Now is really the time for us to step up and use our excellent collective buying power to say that this sort of thing is not at all okay. I am sorry if OverDrive is realizing that their revenue model isn’t as terrific as they maybe thought it would be, but this is overstepping what a decent vendor/library model should look like. I just get this weird feeling that in these tough economic times, OverDrive and book publishers, forgetting that libraries are some of their best and most enduring customers, have decided to see how they can get more money for fewer services. At the same time, they’re treating libraries as if we’re the ones responsible for publishers’ revenue problems. Shame on both Harper Collins for being tough guys and OverDrive for giving in to these demands.
Publishers and vendors: we will work with you to find ways to lend digital content. You need to not treat libraries as if they’re contributing to your demise.
11 thoughts on “Harper Collins vs. Libraries – battling for the future of lending digital content”
This situation, and many others like it (1984 and the Kindle, etc.) is what inspired us to start the Readers’ Bill of Rights for Digital Books project, over at: http://readersbillofrights.info/ We hope that this guide is useful to librarians when evaluating what is (and in the case of Overdrive, what is not) worth purchasing and supporting.
I think the only way that we can expect things to change is if we collectively avoid heinous digital restrictions upon our right to read. I agree with Doctorow–just say no to DRM!
As happy as I was to see the “issue one” issue of my post take off I am equally disappointed to see “issue two” be neglected. So I’m glad to see it mentioned. Maybe its just me but my concern (and its not unfounded given issue one) is that publishers want to meddle in the library policy. Right now many libraries offer library cards to patrons who fall outside their direct population. Some of these cards are issued on a reciprocal policy, the idea you give our patrons access to your stuff and we’ll give your patrons access to our stuff. But many systems allow anyone outside their service area to purchase a card. So for $25 or $65 a year you can have access to all services of that system including digital services. THIS is the area I’m concern publishers want to meddle in. It may be small and may seem insignificant but its a small step into allow publisher to dictate library policy. Of course I could just be paranoid :-)

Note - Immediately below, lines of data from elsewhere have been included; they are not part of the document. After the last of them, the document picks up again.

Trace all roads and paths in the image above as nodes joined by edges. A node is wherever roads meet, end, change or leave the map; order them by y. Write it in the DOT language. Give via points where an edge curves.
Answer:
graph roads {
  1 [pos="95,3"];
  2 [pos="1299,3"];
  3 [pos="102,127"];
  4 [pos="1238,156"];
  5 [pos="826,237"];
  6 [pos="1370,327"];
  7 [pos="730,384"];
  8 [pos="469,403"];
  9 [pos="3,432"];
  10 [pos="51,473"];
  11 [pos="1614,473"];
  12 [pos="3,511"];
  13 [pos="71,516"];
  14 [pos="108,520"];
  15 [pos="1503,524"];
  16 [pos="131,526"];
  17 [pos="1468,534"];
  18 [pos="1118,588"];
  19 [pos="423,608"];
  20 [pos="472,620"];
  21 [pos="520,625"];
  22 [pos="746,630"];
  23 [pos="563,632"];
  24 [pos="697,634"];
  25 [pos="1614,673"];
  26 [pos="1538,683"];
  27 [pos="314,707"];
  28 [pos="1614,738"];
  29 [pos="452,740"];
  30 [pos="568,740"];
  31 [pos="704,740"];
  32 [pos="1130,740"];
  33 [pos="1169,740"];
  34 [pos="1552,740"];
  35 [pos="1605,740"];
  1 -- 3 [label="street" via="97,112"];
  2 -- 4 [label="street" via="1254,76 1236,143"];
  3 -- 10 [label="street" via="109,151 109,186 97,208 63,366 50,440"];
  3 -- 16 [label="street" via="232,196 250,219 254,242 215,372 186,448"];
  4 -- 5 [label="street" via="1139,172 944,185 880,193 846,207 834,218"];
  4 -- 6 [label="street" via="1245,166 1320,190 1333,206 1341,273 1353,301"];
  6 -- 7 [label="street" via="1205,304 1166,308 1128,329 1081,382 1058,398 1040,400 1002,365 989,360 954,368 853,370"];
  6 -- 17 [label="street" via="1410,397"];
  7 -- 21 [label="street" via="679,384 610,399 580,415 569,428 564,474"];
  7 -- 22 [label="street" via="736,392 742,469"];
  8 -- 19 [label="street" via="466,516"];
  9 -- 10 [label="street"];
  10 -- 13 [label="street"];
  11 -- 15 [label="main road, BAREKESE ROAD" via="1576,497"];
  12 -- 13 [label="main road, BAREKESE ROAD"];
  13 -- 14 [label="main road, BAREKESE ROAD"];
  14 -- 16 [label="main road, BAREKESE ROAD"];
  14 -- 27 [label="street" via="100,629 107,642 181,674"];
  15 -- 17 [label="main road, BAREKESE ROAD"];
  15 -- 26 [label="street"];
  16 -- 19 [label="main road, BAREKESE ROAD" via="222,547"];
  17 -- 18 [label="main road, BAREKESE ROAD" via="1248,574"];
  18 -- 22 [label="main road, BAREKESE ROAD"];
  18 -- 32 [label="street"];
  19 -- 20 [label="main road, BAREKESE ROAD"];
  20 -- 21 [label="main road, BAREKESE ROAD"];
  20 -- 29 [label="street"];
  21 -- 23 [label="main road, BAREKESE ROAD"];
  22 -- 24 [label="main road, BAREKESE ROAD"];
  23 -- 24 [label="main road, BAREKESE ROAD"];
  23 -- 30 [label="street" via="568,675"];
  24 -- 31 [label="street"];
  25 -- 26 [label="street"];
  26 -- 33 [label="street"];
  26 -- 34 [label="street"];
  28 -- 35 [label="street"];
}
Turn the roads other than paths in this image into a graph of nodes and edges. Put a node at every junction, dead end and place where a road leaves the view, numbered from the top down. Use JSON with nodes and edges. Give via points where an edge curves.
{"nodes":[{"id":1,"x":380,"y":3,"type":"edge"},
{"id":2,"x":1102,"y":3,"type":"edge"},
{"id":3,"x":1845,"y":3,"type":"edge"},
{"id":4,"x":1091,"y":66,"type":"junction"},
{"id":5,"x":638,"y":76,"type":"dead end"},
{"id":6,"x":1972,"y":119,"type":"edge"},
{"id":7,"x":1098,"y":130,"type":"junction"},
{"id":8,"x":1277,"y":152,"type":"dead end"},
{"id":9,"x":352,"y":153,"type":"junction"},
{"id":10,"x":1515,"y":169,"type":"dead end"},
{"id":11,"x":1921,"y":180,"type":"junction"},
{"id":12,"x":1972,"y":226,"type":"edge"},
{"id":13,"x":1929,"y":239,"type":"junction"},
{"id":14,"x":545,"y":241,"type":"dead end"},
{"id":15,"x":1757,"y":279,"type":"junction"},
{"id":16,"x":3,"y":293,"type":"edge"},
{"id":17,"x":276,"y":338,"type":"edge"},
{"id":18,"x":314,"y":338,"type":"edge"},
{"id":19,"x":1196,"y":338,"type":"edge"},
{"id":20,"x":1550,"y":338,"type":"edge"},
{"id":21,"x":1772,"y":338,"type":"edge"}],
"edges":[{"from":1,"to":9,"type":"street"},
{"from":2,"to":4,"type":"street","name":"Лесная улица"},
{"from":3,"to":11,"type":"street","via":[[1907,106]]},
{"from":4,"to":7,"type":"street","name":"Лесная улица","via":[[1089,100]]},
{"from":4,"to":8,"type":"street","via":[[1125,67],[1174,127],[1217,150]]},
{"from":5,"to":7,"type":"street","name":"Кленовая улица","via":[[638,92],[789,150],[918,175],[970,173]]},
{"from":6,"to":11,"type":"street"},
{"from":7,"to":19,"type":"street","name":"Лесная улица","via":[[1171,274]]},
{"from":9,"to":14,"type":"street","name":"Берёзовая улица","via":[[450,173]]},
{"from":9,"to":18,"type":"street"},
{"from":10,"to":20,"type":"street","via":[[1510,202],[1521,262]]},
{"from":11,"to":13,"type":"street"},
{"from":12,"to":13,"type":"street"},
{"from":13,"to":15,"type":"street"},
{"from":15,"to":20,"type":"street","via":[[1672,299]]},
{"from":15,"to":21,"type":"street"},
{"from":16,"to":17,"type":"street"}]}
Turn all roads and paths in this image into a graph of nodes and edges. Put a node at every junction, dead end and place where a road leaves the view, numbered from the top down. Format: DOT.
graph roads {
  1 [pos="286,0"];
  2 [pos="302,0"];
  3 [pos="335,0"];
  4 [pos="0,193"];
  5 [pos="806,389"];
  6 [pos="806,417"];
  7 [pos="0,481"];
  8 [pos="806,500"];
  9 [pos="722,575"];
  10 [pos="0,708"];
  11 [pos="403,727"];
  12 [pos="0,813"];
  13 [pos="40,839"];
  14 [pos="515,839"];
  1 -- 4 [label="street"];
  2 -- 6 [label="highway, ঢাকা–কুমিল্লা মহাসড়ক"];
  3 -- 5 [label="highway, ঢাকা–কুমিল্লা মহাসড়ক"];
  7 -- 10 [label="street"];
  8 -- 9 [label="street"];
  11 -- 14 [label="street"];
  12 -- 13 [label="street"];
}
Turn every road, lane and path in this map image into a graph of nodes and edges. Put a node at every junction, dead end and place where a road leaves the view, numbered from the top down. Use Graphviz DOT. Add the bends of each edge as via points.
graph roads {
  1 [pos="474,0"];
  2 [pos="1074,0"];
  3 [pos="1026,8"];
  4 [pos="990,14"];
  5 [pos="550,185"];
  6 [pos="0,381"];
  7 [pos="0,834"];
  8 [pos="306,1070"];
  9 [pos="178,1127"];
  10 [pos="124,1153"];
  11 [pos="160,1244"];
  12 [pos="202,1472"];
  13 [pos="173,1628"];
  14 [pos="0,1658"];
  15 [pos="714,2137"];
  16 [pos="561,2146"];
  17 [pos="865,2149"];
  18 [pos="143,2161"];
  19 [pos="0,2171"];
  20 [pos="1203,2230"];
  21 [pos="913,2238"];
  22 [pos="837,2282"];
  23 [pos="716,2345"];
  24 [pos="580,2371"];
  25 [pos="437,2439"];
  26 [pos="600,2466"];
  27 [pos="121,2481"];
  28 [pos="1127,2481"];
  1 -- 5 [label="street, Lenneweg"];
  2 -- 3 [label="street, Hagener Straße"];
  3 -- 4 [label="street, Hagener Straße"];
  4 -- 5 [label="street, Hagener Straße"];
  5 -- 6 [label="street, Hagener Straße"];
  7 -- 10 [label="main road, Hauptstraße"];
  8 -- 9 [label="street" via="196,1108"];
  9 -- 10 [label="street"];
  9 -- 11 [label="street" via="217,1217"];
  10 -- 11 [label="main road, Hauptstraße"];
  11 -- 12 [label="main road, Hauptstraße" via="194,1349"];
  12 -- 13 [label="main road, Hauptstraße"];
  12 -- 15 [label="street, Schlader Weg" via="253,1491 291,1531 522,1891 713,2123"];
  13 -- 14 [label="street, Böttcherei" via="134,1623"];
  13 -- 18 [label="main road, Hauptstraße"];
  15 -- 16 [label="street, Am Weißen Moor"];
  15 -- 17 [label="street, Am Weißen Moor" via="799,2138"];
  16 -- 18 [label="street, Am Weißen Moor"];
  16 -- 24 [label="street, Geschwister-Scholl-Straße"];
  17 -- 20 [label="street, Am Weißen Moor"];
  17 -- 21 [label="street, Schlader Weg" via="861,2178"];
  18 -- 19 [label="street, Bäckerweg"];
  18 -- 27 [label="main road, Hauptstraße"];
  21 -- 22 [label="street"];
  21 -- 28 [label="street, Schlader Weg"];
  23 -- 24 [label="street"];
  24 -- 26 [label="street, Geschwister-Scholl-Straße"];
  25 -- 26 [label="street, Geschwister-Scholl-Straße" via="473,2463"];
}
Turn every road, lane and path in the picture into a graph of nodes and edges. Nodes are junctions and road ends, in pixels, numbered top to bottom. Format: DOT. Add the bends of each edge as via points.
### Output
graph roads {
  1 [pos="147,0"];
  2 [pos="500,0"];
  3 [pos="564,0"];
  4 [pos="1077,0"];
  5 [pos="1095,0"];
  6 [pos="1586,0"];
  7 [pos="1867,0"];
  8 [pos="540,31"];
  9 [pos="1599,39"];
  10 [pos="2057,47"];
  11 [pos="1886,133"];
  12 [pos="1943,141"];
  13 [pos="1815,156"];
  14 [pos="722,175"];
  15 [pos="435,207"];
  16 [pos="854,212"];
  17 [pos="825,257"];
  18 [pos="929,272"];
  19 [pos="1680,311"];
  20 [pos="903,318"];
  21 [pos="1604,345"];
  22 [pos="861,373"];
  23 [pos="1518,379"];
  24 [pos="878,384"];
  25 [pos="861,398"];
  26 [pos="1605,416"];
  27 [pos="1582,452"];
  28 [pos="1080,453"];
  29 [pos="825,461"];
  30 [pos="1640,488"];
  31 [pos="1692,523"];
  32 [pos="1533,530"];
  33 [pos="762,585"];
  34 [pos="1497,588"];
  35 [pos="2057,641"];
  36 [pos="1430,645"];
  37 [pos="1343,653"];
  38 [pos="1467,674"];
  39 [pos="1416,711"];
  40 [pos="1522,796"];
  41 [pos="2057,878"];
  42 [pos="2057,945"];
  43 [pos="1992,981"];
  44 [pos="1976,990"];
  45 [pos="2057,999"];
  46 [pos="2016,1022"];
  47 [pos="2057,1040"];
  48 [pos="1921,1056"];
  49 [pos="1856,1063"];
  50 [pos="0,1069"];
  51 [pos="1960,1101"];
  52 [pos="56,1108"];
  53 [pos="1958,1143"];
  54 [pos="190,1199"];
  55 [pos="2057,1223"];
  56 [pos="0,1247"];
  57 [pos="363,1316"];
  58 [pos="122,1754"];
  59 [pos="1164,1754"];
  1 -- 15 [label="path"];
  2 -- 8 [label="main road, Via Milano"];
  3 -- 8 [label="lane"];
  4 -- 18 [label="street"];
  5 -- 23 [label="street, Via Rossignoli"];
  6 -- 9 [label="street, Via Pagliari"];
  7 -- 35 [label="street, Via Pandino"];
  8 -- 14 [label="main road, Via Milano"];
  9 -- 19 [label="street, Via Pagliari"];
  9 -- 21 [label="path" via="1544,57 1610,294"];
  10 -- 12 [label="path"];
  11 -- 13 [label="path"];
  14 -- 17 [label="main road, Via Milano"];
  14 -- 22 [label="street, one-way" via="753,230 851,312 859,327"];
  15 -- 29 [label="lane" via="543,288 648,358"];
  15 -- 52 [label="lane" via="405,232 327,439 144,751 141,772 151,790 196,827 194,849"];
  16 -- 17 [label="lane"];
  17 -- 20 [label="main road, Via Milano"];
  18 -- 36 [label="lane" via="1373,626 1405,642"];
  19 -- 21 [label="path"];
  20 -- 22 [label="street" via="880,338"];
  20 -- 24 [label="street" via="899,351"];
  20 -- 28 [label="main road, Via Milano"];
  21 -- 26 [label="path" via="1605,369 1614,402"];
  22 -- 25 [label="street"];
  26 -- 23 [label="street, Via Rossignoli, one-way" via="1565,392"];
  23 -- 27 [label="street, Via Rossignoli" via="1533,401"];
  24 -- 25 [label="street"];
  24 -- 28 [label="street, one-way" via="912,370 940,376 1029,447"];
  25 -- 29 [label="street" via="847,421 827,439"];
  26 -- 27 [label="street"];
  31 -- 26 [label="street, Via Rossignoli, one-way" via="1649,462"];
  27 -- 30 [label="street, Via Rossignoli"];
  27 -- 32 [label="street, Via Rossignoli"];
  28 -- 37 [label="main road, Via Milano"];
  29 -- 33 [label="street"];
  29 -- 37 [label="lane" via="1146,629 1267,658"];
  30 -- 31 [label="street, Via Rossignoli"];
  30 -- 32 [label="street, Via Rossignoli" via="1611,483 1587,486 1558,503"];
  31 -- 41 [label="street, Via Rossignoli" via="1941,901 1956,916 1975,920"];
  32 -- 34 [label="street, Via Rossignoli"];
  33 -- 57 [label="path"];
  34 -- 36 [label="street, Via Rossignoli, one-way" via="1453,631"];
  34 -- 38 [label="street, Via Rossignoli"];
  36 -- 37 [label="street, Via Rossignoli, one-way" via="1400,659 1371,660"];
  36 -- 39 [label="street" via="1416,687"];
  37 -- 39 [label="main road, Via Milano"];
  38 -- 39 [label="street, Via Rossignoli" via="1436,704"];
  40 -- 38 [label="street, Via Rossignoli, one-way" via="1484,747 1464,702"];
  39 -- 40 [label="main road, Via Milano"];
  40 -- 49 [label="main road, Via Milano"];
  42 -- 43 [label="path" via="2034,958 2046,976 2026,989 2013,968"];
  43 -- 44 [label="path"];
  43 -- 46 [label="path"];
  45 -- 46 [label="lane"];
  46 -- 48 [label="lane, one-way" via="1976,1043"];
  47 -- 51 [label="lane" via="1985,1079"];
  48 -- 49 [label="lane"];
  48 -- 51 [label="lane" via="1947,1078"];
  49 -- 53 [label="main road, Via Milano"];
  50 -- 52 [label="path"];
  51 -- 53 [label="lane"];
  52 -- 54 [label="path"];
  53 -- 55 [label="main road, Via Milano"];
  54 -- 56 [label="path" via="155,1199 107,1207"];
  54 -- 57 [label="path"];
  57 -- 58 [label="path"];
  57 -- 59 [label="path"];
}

Sounds like HarperCollins and Overdrive really want to drive people to get their eBooks through torrent downloads or some such thing. Somehow I always knew Overdrive was too good to be true & haven’t rushed to buy into it. If other publishers follow HarperCollins’ lead it will turn out I was right. In my state libraries buy into Overdrive as a consortium, with the purchased titles being available to all the patrons from those libraries. 26 uses per title is laughable.
Just as offensive, in my mind, is the part of the Overdrive letter that references “publisher concern” with consortia and shared collections. Not only do they want to screw our ebook access, they want to ensure that consortia are destroyed or at least vastly weakened. Because, you know, it might just be too easy for libraries to fight this kind of crap if they had the size and leverage to fight back by refusing to buy their titles. Kind of reminds me of the current situation in Wisconsin. When it comes to dealing with vendors, consortia are the collective bargaining of the library world.